▶ [Your task]: In the entries below, every line that contains "FRIEDRICH" must be located and copied.

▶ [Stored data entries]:
════════
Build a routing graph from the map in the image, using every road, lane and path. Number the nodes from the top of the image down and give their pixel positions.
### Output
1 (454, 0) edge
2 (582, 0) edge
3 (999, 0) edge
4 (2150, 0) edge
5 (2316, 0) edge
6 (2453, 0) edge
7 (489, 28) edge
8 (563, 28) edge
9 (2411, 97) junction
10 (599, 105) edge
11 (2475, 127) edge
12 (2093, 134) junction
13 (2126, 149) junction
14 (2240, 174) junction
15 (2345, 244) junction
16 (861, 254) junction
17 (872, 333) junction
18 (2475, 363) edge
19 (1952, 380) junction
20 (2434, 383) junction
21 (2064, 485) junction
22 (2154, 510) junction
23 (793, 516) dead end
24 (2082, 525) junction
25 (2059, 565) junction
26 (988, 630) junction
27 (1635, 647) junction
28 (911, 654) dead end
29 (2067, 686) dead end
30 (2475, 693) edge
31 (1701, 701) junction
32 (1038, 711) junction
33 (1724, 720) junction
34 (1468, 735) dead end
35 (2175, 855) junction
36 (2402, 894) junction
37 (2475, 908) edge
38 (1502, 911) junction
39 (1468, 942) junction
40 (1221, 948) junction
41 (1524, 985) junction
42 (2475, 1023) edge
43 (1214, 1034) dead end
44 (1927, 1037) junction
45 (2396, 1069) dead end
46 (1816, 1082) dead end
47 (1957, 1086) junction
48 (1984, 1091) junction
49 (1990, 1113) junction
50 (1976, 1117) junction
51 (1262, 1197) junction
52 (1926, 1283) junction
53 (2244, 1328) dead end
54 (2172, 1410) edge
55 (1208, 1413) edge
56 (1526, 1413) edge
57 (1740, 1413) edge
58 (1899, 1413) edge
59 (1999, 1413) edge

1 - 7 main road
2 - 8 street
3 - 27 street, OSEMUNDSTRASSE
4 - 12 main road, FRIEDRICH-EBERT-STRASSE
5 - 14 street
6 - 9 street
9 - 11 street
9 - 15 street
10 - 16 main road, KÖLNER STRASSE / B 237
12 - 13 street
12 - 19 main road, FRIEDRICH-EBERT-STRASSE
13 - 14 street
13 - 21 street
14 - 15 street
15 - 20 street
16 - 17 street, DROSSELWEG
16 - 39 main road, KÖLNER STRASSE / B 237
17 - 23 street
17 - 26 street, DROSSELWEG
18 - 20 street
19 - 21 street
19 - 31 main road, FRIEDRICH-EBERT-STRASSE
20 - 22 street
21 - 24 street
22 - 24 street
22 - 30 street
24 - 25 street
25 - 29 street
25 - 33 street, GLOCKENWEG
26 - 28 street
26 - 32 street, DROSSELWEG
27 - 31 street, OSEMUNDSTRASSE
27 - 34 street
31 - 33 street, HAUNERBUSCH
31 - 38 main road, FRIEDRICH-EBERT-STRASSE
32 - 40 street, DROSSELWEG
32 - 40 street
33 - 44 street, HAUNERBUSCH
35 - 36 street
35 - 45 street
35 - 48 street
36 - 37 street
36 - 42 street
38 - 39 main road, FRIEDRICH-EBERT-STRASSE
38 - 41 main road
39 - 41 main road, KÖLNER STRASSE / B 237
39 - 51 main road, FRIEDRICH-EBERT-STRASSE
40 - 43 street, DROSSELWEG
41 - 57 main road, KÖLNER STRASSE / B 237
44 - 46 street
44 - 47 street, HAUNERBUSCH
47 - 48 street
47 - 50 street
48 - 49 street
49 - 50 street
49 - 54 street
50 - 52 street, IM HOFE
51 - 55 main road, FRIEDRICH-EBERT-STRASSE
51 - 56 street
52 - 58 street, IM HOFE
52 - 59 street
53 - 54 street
════════
▶ [Answer to this exercise]:
4 - 12 main road, FRIEDRICH-EBERT-STRASSE
12 - 19 main road, FRIEDRICH-EBERT-STRASSE
19 - 31 main road, FRIEDRICH-EBERT-STRASSE
31 - 38 main road, FRIEDRICH-EBERT-STRASSE
38 - 39 main road, FRIEDRICH-EBERT-STRASSE
39 - 51 main road, FRIEDRICH-EBERT-STRASSE
51 - 55 main road, FRIEDRICH-EBERT-STRASSE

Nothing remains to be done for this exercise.